Palavras-chave: Violência doméstica, Abuso sexual, Técnicas projetivas, Fábulas de Düss.


ABSTRACT

In the last years, the domestic violence against child and adolescent has been a subject of interest and concern of the researchers of the infantile development, mainly as for the psychological consequences and sequels. In the process of identification and agreement of the phenomenon, the psychodiagnostic, whit all its techniques, is essential to evaluate the impact, the risk degree, as well as the psychic functioning of the victim and the incest family. Amongst the instruments used in a diagnostic process, the projective techniques are distinguished. The objective of this work is to discuss the use of the Düss Test as a projective and diagnostic instrument of children victims of domestic sexual violence, in the study of the psycodynamic aspects. The Düss Test was applied to 13 children (8 boys and 5 girls), among 4 and 11 years, victims of physical and/or sexual domestic violence. From the data in this pilot study, we can verify that the Düss Test is an efficient technique for the diagnostic of the patient’s psychic functioning, with emphasis in the cases of children who suffer some kind of domestic violence.

Keywords: Domestic violence, Sexual abuse, Projective techniques, Düss Test.


RESUMEN

La violencia doméstica contra los niños y adolescentes ha sido en los últimos años objetivo de interés y preocupación de los investigadores del desarrollo infantil, principalmente en relación a las consecuencias y secuelas psicológicas. En el proceso de identificación y entendimiento del fenómeno, el psicodiagnóstico, con todas sus técnicas, se muestra fundamental para evaluar su impacto, el nivel de riesgo, así como el funcionamiento psíquico de la víctima y de la família incestuosa. Entre los instrumentos utilizados en un proceso diagnóstico se destacan las técnicas proyectivas. El objetivo de este trabajo ha sido discutir el uso del Teste das Fábulas de Düss como un instrumento proyectivo y diagnóstico de niños víctimas de violencia sexual doméstica, en el estudio de los aspectos psico-dinámicos. El test de las Fábulas de Düss se ha mostrado una técnica eficiente para descubrir el funcionamiento psíquico más profundo del paciente, enfatizando los casos de niños que sufren algun tipo de violencia doméstica.

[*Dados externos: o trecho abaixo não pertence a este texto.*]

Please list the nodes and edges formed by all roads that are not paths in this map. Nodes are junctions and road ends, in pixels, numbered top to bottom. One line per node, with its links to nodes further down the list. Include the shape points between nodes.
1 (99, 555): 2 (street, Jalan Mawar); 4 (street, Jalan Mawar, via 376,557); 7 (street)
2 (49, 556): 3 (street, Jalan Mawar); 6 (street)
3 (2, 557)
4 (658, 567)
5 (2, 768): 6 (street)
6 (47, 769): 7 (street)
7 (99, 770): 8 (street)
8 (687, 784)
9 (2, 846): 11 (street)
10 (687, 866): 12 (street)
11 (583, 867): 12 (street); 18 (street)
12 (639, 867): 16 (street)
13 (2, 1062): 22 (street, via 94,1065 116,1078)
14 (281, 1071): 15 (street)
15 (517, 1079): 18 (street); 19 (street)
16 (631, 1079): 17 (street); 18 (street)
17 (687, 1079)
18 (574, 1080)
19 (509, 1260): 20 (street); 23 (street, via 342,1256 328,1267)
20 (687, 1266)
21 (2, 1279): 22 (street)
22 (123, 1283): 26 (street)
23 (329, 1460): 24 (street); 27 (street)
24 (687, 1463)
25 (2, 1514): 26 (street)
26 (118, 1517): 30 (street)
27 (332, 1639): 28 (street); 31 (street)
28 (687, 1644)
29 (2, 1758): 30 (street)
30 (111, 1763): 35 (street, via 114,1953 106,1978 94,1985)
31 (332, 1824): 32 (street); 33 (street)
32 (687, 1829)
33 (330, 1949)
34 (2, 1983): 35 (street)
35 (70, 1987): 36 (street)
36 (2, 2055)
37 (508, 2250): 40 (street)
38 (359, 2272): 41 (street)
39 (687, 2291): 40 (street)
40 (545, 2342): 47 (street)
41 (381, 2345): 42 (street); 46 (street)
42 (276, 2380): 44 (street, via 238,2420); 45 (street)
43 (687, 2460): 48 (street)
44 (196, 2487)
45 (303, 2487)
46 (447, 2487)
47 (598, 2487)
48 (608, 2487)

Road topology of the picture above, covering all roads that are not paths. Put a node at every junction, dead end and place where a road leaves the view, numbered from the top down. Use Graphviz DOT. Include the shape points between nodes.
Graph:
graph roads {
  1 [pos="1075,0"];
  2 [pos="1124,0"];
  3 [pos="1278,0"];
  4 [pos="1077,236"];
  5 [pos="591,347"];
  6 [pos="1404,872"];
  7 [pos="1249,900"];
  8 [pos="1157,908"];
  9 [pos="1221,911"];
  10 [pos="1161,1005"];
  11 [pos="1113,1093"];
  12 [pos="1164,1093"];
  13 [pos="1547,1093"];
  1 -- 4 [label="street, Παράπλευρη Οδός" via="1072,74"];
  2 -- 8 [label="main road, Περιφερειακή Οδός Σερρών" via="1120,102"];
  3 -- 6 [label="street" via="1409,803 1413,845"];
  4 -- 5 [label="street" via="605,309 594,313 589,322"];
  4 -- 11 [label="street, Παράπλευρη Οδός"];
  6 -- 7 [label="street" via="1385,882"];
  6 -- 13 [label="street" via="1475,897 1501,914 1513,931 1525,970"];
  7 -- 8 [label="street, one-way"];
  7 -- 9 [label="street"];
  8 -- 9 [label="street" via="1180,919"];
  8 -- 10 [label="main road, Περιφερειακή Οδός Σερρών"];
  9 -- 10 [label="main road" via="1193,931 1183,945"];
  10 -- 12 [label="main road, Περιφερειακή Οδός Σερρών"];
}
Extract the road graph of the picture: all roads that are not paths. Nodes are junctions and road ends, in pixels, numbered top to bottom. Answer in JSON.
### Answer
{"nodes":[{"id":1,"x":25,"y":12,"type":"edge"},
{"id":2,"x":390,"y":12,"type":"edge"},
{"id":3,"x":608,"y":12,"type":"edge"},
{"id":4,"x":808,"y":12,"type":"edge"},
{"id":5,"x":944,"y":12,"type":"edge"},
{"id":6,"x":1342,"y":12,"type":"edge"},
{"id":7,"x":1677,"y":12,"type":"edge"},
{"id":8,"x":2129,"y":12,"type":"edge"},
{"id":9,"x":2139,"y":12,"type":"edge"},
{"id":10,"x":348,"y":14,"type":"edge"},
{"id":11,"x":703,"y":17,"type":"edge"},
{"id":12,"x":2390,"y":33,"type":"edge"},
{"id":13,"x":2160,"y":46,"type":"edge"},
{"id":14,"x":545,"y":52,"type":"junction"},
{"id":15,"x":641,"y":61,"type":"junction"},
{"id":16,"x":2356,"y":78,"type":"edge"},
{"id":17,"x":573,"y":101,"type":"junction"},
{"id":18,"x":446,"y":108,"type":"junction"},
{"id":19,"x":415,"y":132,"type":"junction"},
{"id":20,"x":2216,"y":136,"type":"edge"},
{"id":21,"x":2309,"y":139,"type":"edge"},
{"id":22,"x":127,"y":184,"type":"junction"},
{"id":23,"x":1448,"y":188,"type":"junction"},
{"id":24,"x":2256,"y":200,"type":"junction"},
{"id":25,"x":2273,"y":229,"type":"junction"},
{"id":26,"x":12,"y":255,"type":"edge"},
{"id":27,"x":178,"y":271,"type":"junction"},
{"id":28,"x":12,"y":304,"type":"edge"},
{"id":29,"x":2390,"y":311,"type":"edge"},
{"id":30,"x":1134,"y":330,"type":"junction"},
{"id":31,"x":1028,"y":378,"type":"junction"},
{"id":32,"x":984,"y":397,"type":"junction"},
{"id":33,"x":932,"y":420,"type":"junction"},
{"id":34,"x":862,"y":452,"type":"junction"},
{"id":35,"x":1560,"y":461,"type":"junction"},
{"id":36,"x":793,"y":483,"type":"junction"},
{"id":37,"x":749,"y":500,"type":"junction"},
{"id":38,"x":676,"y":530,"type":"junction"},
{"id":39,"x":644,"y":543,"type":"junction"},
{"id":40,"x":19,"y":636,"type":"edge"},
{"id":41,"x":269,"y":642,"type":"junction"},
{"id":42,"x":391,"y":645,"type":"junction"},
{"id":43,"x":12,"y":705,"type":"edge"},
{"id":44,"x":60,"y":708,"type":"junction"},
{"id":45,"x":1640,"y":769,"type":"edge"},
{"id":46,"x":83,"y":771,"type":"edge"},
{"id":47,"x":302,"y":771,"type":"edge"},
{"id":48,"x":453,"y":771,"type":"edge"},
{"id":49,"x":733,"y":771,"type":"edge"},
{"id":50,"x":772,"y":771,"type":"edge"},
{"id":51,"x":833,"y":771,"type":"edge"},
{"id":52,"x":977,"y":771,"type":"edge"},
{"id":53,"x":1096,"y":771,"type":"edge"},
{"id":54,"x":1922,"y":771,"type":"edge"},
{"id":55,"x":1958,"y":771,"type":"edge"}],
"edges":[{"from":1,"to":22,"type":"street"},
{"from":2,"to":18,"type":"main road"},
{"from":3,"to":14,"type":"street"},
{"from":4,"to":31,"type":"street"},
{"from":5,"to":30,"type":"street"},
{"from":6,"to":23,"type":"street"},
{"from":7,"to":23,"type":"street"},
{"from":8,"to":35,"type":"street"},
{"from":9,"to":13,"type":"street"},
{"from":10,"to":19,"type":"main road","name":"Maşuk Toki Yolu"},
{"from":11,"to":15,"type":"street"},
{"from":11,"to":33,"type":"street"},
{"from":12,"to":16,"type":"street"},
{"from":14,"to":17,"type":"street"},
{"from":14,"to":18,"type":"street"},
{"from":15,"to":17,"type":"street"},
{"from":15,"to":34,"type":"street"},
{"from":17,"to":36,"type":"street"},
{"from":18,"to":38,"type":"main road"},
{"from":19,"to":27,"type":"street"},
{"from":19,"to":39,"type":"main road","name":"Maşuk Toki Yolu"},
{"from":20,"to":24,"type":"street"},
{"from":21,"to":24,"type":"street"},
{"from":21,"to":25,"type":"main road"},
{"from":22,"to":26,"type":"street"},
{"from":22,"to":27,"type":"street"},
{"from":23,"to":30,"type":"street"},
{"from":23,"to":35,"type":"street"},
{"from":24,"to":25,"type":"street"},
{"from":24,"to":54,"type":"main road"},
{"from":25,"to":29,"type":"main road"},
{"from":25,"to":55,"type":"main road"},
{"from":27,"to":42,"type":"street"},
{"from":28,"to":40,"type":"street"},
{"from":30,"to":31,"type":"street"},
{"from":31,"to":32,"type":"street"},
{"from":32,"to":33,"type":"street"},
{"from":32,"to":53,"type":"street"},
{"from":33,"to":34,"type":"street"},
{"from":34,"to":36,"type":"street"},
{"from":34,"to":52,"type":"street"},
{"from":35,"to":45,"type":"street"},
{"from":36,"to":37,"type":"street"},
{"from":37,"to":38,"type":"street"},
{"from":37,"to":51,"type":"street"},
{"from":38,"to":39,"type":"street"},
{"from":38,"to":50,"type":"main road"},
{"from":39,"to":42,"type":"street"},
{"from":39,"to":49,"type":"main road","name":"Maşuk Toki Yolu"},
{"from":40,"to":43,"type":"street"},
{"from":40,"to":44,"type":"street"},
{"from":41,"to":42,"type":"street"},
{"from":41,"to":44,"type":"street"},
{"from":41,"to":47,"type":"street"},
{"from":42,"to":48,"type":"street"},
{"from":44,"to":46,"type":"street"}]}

Palabras clave: Violencia doméstica, Abuso sexual, Técnicas proyectivas, Fábulas de Düss.


 

 

Introdução

As últimas décadas têm sido marcadas por um notável interesse pela investigação e pelo estudo do fenômeno da violência doméstica contra crianças e adolescentes. Atualmente, a violência doméstica está sendo reconhecida não só como um importante problema social, mas também como um problema de saúde pública.

Segundo Azevedo e Guerra (1998, p. 177), a violência doméstica contra crianças e adolescentes é:

Todo ato ou omissão praticado por pais, parentes ou responsáveis contra crianças e/ou adolescente que – sendo capaz de causar dano físico, sexual e/ou psicológico à vítima – implica de um lado numa transgressão do poder/dever de proteção do adulto e, de outro, numa coisificação da infância, isto é, numa negação do direito que crianças e adolescentes têm de ser tratados como sujeitos e pessoas em condição peculiar de desenvolvimento.

Considerando a violência doméstica contra crianças e adolescentes um fenômeno configurado na família (essa um espaço privado), numa esfera micropolítica, e também um problema de relações sociais de gênero e geração, numa esfera macropolítica, torna-se necessário considerar alguns pressupostos epistemológicos para uma visão não reducionista do fenômeno. O abuso–vitimização contra a criança e o adolescente decorre da interação de vários grupos de fatores: socioeconômicos, culturais e psicológicos das pessoas envolvidas. Além desse pressuposto, outros fatores também devem ser considerados para uma maior compreensão do fenômeno de violência doméstica contra crianças e adolescentes: é um fenômeno universal e endêmico; nenhuma etnia, classe social ou religião está imune; não é característico da pobreza; é estatisticamente significativo e não marginal; pode envolver de forma cíclica várias gerações em sua reprodução; tem como característica a reiteração.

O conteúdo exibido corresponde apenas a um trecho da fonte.